Some of his first jobs included working retail at local fish stores. While earning his bachelor’s degree in geography at the University of New Mexico, Risley worked full time as an aquarist at the Albuquerque aquarium. Now, he’s exploring the totality of the supply chain of this trade — from its impacts on reef health to the communities of people who derive their livelihoods by diving to capture wild animals.

“The stories being told about the plight of coral reefs around the world are important, and we need to keep telling these stories,” says Risley. “These stories often focus on environmental ailments, like rising ocean temperatures resulting in mass beaching events, ocean acidification, coastal development and pollution, sedimentation, deoxygenation, coral-eating starfish, and irresponsible fishing practices, all resulting in the degradation of these ecosystems.”

But those stories often don’t mention communities whose livelihoods are connected to the reefs, says Risley.

fish collector with shrimp
Photo courtesy of Bryce RisleyAn ornamental fish collector holds a bag of scarlet cleaner shrimp.

“How are these dependents coping with a deteriorating environment? What are they observing? How are they adapting? And what, if anything, are these communities and their governments prepared to do to preserve these resources,” he asks.

For this interdisciplinary study, the dual master’s degree student in marine policy and marine biology works with SMS faculty Aaron Strong and Nishad Jayasundara to answer those questions. His studies are conducted in collaboration with the University of Ruhuna, Sri Lanka and the THEME Institute, a nonprofit based in Sri Lanka.

Risley examines organisms on coral reefs and the people who depend on coral reefs to make a living. In Sri Lanka, he’s met with exporters, divers who collect reef fish, academics, and government officials to learn more about the trade.

Managing reef fisheries, Risley says, requires consideration of coral reef ecology as well as stakeholder interactions — with diverse reef habitat resources, government agencies, communities, nongovernment organizations and activist groups.

He says considering the adaptability of each of these variables is essential to understand what the future of reef habitats, and those who interact with them, will be like.

To understand sustainability and resilience of Sri Lankan marine ornamental fisheries, Risley says considerations include: turbid water along nearshore reefs coupled with excessive weather events that prohibit fishers from accessing reefs; highly sedimented and degraded reef habitats littered with discarded fishing gear and plastic waste; fishers collecting keystone species; and exporters’ pessimism about the future of the local trade.

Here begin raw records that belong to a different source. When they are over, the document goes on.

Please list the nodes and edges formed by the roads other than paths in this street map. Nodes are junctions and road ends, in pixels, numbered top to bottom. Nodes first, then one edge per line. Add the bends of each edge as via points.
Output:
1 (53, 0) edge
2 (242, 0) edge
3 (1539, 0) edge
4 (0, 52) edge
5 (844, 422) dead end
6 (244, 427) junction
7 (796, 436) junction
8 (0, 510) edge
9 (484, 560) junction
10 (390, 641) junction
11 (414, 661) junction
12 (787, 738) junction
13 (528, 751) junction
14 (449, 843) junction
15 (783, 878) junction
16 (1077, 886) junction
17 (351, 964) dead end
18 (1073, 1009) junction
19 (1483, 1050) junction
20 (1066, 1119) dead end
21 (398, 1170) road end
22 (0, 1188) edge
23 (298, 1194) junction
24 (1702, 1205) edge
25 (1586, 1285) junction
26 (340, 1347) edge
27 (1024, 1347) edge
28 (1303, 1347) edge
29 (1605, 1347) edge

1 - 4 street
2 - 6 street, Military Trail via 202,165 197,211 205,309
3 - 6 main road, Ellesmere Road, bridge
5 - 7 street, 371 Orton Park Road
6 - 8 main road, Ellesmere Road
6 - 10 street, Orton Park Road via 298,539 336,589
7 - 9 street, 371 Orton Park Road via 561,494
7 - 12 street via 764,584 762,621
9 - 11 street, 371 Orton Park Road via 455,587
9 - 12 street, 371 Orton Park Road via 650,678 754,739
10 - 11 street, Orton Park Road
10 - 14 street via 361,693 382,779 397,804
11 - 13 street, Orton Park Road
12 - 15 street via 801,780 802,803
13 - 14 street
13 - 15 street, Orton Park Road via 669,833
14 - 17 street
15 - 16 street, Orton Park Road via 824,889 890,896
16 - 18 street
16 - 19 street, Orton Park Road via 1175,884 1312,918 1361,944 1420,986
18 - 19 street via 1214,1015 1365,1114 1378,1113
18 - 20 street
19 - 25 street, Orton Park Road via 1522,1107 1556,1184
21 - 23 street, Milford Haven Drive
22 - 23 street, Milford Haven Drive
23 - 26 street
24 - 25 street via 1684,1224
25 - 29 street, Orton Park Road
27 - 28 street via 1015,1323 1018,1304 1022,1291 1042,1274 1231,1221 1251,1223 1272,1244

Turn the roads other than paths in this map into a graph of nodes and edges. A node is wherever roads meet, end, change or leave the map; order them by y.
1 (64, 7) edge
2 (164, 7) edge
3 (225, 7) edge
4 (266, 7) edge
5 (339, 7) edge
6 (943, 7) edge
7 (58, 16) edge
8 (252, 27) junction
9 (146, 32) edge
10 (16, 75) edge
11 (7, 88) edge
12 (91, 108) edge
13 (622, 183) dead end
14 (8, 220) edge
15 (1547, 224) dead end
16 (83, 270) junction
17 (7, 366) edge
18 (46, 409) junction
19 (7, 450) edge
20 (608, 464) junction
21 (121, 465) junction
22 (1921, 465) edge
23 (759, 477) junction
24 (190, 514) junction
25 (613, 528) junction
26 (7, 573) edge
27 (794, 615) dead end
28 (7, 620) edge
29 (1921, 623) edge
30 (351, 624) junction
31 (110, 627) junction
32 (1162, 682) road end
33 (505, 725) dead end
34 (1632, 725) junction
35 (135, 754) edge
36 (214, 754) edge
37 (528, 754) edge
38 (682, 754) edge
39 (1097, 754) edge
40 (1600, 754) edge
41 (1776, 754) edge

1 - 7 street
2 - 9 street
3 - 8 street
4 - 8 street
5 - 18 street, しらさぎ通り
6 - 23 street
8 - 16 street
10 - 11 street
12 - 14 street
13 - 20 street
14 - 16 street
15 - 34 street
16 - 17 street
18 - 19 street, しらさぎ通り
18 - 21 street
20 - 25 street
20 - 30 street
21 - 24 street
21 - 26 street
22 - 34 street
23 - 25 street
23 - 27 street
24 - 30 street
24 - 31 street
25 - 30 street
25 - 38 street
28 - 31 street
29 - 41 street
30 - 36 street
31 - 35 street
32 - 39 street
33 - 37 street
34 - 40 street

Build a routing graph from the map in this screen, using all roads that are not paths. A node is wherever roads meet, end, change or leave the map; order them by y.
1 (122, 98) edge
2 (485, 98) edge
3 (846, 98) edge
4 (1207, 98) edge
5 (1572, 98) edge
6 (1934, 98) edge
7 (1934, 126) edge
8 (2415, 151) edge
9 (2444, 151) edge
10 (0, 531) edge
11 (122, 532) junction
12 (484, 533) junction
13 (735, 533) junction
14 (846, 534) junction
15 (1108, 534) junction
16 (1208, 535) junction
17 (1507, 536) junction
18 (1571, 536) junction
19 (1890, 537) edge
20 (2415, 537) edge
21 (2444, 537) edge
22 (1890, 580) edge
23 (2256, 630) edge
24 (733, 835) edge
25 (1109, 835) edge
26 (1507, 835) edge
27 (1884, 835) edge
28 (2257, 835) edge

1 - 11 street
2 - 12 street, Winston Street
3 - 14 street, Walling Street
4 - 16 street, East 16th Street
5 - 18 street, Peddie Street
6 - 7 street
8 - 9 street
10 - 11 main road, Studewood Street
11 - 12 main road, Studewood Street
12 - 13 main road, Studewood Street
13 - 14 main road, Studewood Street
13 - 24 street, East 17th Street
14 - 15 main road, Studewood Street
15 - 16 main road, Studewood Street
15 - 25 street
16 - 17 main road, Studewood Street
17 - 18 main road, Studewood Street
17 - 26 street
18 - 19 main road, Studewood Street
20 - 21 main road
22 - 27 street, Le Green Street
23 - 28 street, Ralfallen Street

Risley also is assisting Jayasundara by designing a lab at UMaine to breed a species of clownfish from chosen reef sites in Sri Lanka, and examining the species’ physiological tolerance. He’ll seek to identify certain characteristics that may indicate its adaptability to thermal and other stressors in reef habitats.

“Understanding how reef species are responding to changes in their environments as they cope with and adapt to climate change, pollution and other environmental perturbations will allow us to anticipate, and potentially manage, what future reef ecosystems will look like,” Risley says.

“In the marine ornamental species trade, this could change how and from where aquaculturists chose broodstock. If species reintroduction to reef habitats becomes a future goal, we may be able to identify robust populations of fish which have the physiological capacity to survive on future reefs.”

This summer, Risley will return to Sri Lanka for additional fieldwork. He’ll also meet marine ornamental importers in Los Angeles to check the pulse of the trade with stakeholders at the receiving end of the supply chain.